Window on Eurasia: Investment Increasing More Rapidly in Stavropol than in Non-Russian Republics of the North Caucasus, Khloponin Says

Paul Goble

            Staunton, October 31 – Half of the increase in investment in the North Caucasus Moscow is promoting to pacify that unsettled region has gone to the predominantly ethnic Russian Stavropol Kray, whereas “the size of investments in the national republics” has been “more modest,” Presidential Plenipotentiary Aleksandr Khloponin says.

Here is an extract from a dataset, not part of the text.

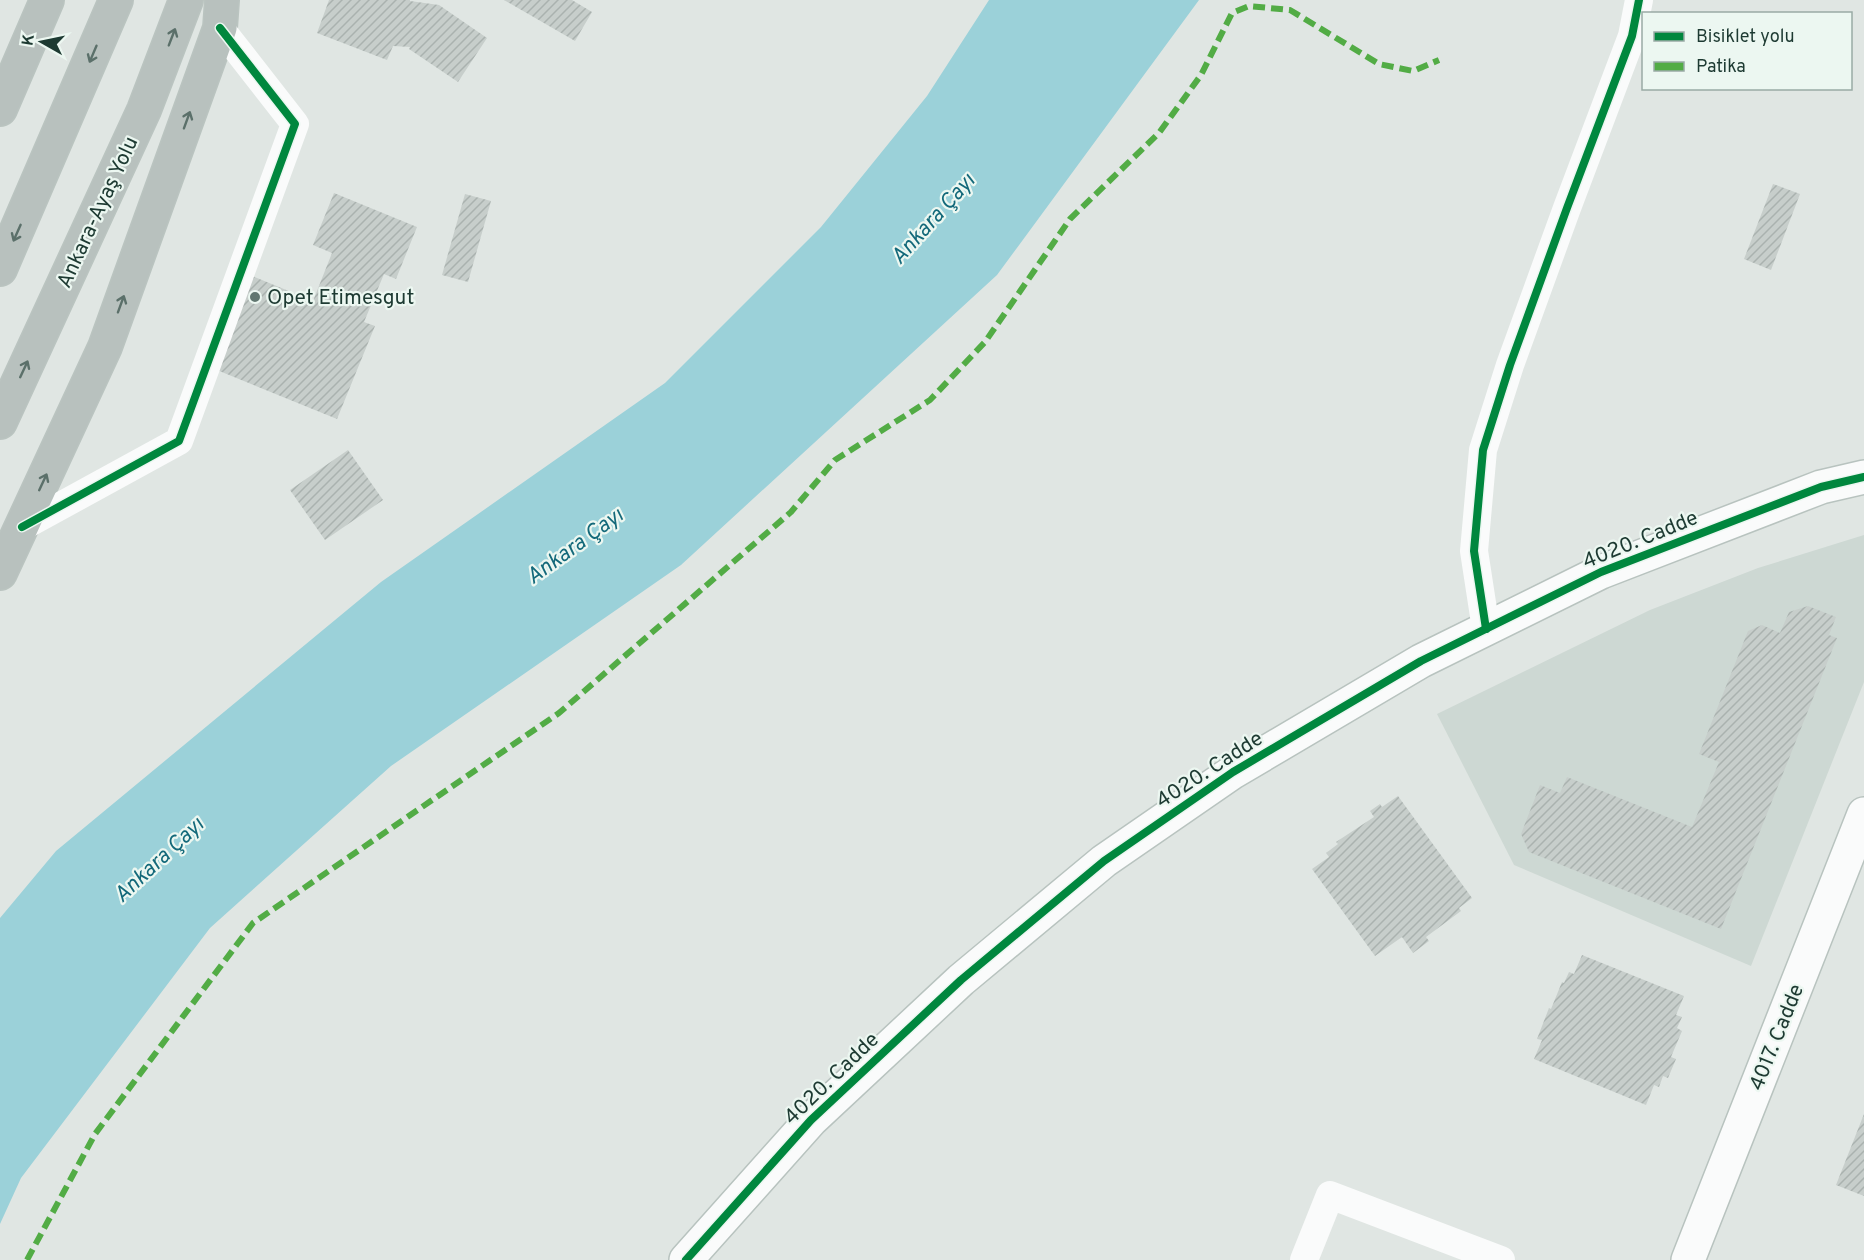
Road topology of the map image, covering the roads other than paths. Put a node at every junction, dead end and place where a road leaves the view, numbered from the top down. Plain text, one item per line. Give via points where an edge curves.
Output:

            Speaking to a Kislovodsk forum of major companies operating in his North Caucasus Federal District last Saturday, Khloponin said that investment in the district had increased by 113 percent during the first half of this year compared to a year ago and that as a result unemployment had fallen (

            But he acknowledged that much of this new investment had gone into the predominantly Russian Stavropol kray rather than the more unstable non-Russian republics and that this “inequality” was a matter of concern given that Moscow’s strategy is to promote economic growth there to undercut the appeal of those fighting against it.

             In addition to the imbalance between investments in Stavropol and those in the non-Russian republics, Khloponin identified five other problems with the pattern of investment.  First, he said the Corporation for the Development of the North Caucasus have failed to reach out and support small and mid-sized companies, thus limiting the corporation’s impact.

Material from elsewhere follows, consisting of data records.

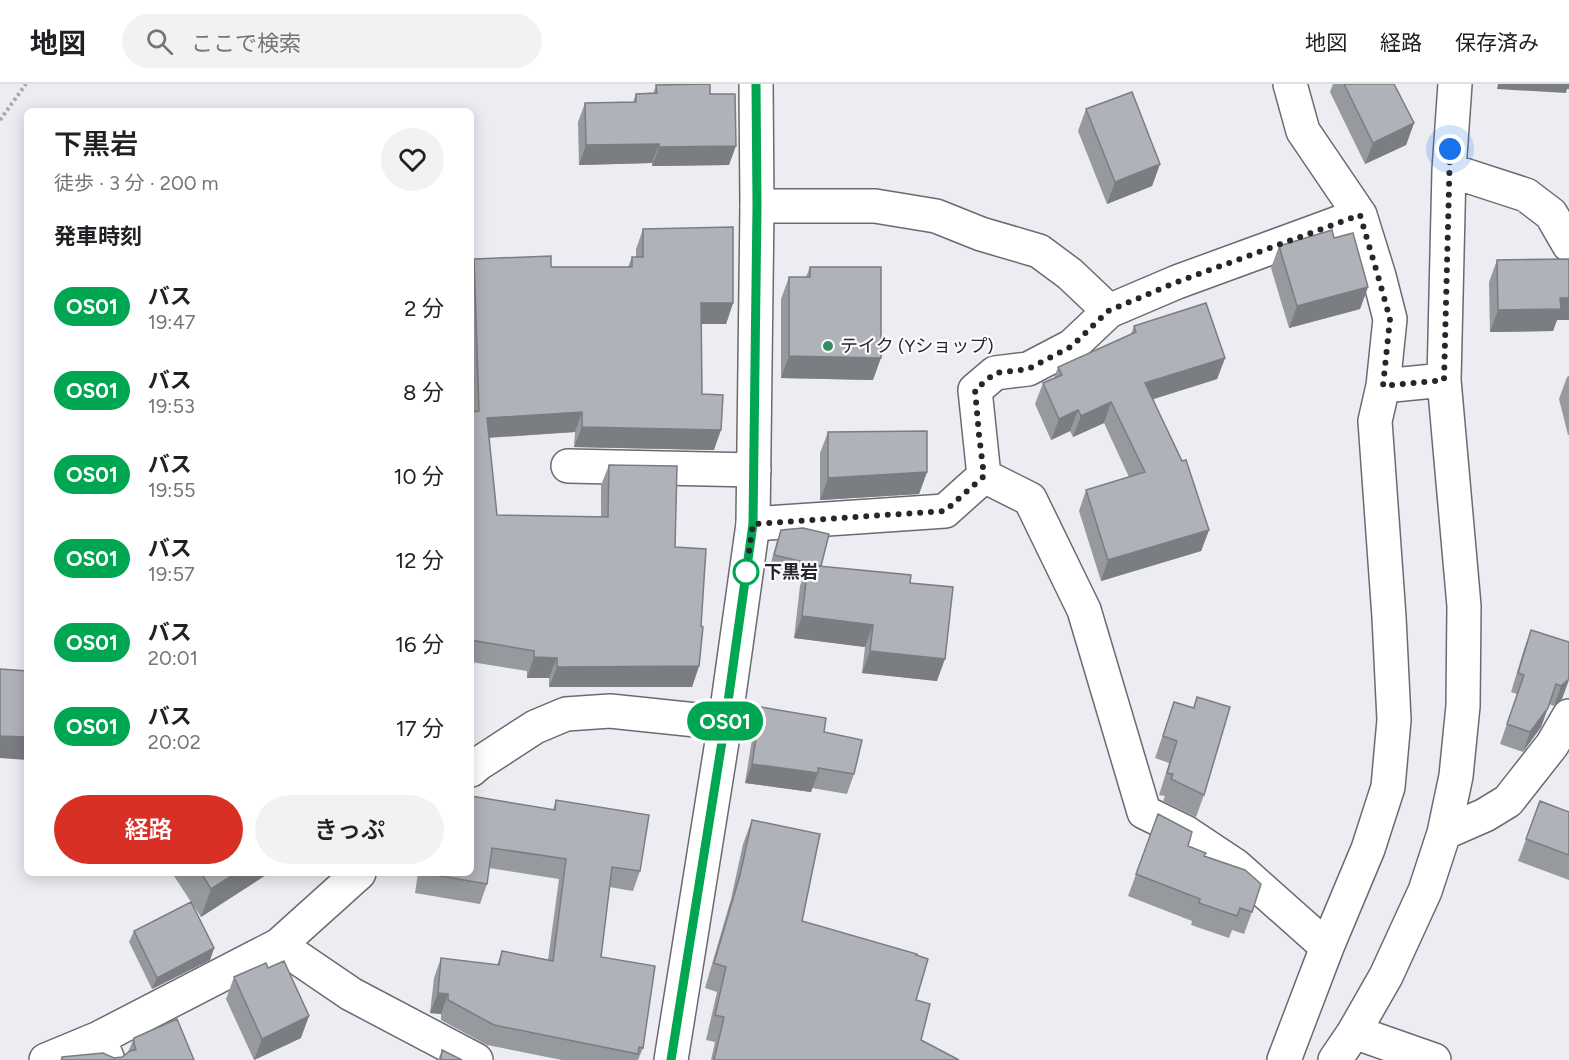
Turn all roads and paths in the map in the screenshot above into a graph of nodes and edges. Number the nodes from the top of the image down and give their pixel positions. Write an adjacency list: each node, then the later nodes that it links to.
1 (26, 84): 5 (path)
2 (756, 84): 7 (street)
3 (1290, 84): 8 (street)
4 (1455, 84): 6 (street)
5 (0, 120)
6 (1449, 171): 9 (street); 11 (street)
7 (757, 206): 10 (street); 14 (street)
8 (1360, 215): 10 (street); 12 (street)
9 (1569, 245)
10 (1108, 311): 15 (street)
11 (1444, 380): 12 (street); 20 (street)
12 (1383, 386): 23 (street)
13 (568, 466): 14 (street)
14 (754, 470): 16 (street)
15 (984, 476): 16 (street); 23 (street)
16 (753, 524): 18 (street)
17 (1569, 716): 20 (street)
18 (725, 723): 19 (street); 28 (street)
19 (474, 767)
20 (1444, 833): 24 (street)
21 (356, 876): 22 (street)
22 (279, 945): 25 (street); 27 (street)
23 (1327, 947): 29 (street)
24 (1354, 1032): 30 (street); 31 (street)
25 (104, 1049): 26 (street)
26 (46, 1060)
27 (476, 1060)
28 (671, 1060)
29 (1284, 1060)
30 (1335, 1060)
31 (1434, 1060)

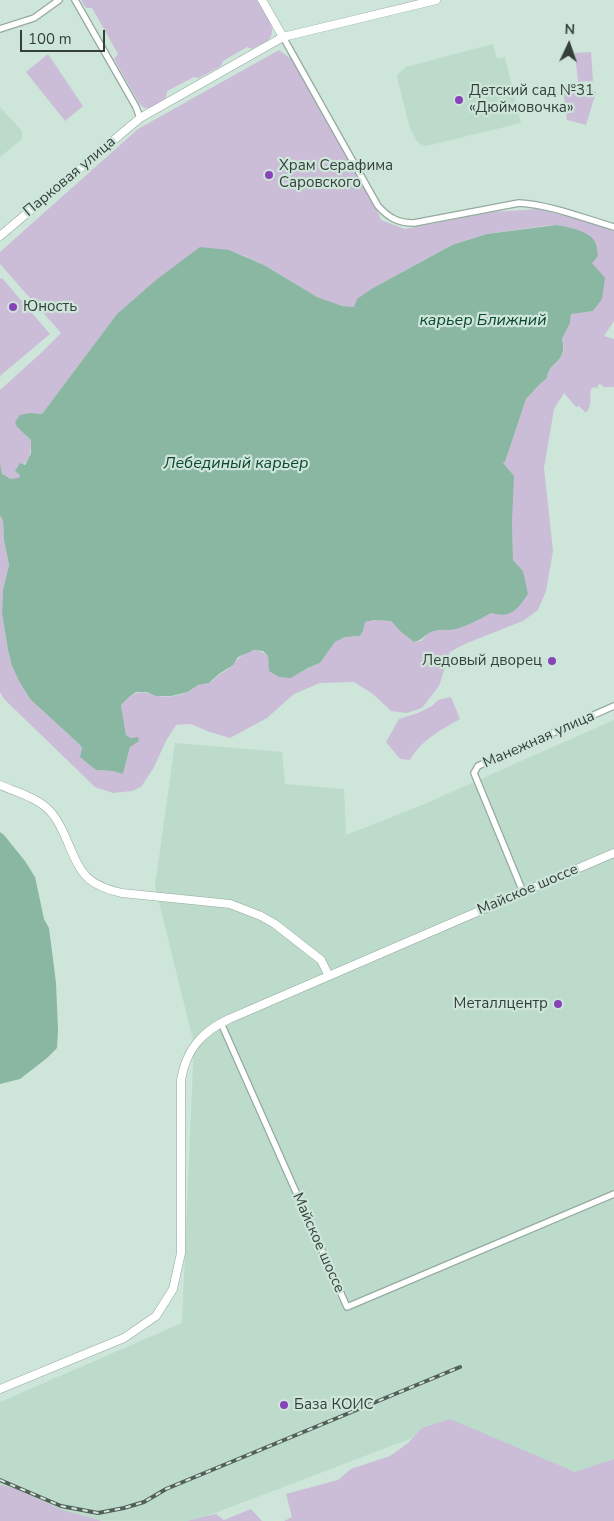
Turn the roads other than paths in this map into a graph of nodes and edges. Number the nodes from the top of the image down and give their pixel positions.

            Second, the presidential plenipotentiary pointed to “choke points” in the financial system, including what he described as “the still not too effective” government program which provides state guarantees to investors prepared to develop government-identified priority projects in the North Caucasus Federal District.

            Third, Khloponin noted “the passivity of local elites in the district, in the first instance, those in the organs of self-administration which are accustomed to using their own budgetary funds instead of working with investors.

            Fourth, he said that in his region, “the system of higher education has been seriously discredited” despite the survival of what he described as “a number of good higher educational institutions in the region.”

             Khloponin called for “the closure of ineffective regional branches of higher educational institutions of the capital, the centralization of the system of higher education, and the formation of a new ‘mark of quality’ on the foundation of the recently established North Caucasus Federal University.”

            And fifth, the Presidential Plenipotentiary pointed to the impact of “the negative image of the region in the media,” an image which reduces its attractiveness as a place for investment.  “Today,” he said, “Italian entrepreneurs are investing more in the North Caucasus than are Russian investors.  This means that we do not believe in ourselves and our potential.”